It still holds. The operating context is inverted underneath it.
Porter’s framework rests on a single assumption that was unimpeachable in 1979 and questionable in 2026. Industry boundaries were stable enough to draw a line around. Actors inside that line were knowable, countable, and slow-moving. Information was asymmetric, expensive to gather, and bound by human cycle time. The framework was built on that floor.
That floor moved.
AI-mediated discovery breaks the asymmetries Porter took as foundational. Buyers compare hundreds of options in seconds through autonomous agents. New entrants face near-zero capability barriers in software-mediated work. Substitutes appear from adjacent capability stacks, not from within the named industry. The five forces still apply. Their relative weights inverted.
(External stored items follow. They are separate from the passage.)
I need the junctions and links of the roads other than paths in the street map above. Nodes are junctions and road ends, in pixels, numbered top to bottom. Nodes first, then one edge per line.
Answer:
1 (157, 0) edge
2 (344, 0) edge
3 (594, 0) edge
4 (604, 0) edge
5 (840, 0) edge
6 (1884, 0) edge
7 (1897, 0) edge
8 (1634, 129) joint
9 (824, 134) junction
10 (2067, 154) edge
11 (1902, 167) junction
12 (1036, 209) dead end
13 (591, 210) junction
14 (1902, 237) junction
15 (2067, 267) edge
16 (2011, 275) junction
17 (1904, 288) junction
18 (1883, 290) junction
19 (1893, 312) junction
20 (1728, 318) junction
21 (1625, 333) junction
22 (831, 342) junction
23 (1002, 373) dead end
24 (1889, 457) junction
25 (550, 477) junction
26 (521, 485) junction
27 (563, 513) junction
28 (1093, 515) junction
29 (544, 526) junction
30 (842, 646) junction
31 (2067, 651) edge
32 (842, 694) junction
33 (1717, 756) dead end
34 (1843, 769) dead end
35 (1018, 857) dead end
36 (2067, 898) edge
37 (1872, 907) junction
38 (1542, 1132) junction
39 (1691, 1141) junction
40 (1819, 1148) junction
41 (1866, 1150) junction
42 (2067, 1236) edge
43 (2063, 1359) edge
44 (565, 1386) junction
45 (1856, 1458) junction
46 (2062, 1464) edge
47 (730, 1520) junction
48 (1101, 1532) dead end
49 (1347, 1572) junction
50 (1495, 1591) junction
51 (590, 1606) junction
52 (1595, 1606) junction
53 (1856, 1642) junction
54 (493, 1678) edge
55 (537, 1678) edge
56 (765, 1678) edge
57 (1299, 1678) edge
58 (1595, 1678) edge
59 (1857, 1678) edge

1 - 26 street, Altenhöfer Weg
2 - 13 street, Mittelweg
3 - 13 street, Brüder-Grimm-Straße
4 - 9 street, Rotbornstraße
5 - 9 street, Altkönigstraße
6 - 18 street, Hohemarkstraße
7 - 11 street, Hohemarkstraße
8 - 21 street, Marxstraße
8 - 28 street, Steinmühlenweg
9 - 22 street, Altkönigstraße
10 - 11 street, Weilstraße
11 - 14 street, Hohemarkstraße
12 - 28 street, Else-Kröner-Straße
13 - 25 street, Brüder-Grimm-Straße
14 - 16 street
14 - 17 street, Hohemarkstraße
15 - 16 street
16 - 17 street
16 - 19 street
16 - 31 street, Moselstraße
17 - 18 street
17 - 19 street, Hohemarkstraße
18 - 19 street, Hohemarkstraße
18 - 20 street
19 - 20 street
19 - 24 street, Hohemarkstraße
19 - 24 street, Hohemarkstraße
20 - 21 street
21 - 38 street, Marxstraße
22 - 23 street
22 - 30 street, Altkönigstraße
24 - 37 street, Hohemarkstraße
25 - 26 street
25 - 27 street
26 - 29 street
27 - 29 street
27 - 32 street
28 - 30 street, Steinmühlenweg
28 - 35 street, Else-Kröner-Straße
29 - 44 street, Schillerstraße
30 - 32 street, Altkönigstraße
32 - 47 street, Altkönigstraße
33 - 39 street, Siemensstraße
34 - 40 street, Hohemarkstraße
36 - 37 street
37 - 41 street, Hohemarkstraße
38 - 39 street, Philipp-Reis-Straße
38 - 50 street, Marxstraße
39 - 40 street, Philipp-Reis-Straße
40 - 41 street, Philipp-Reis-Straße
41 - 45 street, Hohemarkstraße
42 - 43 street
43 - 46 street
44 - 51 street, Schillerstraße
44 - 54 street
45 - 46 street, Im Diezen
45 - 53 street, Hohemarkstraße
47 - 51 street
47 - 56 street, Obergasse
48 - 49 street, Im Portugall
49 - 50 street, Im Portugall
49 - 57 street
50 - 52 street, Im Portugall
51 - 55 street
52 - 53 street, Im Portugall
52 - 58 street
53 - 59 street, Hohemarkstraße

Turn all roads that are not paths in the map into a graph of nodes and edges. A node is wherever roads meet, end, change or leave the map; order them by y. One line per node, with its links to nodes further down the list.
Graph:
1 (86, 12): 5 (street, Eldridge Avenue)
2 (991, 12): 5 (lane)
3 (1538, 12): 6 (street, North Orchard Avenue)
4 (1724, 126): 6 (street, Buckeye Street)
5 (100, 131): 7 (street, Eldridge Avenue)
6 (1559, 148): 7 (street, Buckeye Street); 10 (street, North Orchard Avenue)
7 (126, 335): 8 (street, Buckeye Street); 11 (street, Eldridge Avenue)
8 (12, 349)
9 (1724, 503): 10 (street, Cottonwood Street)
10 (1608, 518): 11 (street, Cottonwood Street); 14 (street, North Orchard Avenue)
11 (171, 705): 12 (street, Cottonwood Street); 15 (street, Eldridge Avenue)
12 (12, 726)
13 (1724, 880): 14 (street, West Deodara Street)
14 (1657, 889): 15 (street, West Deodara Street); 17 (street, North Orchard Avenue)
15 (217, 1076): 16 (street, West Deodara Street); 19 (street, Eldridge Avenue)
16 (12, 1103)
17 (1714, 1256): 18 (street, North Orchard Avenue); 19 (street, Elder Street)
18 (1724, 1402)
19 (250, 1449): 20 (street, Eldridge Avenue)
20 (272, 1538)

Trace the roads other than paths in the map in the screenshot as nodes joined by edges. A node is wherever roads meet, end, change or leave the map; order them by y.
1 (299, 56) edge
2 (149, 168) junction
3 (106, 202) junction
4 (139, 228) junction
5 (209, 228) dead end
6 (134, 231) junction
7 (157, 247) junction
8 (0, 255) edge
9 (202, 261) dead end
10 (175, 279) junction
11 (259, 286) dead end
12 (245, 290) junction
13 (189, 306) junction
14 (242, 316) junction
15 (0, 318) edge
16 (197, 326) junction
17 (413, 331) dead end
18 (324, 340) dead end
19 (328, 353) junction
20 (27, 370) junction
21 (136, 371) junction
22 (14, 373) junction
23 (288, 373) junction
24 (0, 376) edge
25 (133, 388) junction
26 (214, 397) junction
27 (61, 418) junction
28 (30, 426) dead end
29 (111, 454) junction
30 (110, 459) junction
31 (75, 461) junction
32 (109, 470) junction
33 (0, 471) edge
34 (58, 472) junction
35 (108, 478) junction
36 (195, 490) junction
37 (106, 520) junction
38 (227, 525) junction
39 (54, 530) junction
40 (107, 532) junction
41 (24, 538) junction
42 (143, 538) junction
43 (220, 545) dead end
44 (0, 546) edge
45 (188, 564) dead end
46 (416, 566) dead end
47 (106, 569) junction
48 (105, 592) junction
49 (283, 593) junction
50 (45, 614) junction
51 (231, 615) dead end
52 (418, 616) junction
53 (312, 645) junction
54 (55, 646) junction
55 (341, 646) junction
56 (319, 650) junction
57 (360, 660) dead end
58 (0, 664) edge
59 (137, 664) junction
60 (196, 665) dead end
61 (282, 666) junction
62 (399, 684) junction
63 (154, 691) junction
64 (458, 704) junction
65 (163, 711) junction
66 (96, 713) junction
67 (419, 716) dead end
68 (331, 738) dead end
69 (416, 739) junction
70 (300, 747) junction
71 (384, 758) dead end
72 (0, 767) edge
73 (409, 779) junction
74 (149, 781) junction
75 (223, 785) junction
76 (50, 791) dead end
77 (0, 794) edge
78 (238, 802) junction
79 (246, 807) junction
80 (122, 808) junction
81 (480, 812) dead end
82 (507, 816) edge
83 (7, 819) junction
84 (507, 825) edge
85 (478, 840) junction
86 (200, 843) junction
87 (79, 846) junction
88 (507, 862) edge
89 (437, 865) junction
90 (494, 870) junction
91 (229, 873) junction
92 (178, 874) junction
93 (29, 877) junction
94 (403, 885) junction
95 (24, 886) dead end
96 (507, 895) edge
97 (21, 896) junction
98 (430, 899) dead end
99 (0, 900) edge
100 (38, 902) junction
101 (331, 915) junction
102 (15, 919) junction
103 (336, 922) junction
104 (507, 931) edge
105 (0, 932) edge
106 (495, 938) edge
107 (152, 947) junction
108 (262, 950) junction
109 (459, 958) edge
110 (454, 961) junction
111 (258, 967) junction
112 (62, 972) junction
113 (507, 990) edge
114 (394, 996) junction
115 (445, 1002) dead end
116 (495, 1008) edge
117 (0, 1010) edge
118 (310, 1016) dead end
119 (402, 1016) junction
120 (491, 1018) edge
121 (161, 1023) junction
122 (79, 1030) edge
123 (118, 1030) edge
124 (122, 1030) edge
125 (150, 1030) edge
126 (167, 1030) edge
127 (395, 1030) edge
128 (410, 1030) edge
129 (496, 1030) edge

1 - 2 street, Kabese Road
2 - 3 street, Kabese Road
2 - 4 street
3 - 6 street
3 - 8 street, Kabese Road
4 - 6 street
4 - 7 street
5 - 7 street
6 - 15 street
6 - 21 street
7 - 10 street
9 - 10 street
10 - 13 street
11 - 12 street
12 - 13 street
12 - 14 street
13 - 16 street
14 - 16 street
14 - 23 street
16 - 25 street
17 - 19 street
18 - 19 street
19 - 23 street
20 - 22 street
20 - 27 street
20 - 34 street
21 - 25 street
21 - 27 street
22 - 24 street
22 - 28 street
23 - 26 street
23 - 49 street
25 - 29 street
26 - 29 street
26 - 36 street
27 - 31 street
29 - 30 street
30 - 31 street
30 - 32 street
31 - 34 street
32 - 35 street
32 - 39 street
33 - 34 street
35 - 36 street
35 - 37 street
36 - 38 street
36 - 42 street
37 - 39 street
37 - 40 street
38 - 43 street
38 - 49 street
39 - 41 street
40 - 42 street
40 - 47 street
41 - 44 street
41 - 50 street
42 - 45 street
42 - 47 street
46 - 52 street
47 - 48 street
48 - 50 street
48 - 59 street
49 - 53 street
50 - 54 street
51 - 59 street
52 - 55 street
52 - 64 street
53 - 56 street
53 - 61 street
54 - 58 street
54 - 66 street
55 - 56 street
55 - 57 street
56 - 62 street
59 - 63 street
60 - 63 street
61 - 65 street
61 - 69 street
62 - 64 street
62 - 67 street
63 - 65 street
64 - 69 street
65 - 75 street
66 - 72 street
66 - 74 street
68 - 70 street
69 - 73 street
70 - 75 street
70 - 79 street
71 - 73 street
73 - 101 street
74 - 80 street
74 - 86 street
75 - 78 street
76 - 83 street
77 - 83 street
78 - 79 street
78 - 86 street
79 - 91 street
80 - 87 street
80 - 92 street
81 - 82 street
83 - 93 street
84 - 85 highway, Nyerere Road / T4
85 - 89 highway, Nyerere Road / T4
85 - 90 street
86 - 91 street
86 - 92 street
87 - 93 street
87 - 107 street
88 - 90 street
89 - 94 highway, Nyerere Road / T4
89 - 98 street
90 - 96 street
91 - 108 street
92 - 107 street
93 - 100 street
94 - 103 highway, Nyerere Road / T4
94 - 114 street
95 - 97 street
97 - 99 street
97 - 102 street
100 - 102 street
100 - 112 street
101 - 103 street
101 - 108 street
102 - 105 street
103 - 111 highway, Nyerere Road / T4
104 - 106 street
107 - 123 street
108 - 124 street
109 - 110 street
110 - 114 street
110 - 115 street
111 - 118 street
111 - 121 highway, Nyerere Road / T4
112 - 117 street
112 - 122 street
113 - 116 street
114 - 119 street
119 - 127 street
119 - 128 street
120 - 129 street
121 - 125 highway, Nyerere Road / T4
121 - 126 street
Most strategic plans still front-load rivalry analysis. The two forces that matter most in 2026 sit at the bottom of most leaders’ attention. Buyer power mediated by AI agents. Substitution from adjacent capability stacks. The framework holds. The reading order is inverted.
The solo operator stops positioning against named competitors. They map their business as a node in a capability stack and ask which adjacent capabilities to absorb and which to hand to an agent. The stack moves faster than the org chart.
The startup founder runs Five Forces weekly, not annually. The threat of new entrants is measured in months. Build the analysis into the Friday review. The first force to spike tells you where the next quarter’s capital goes.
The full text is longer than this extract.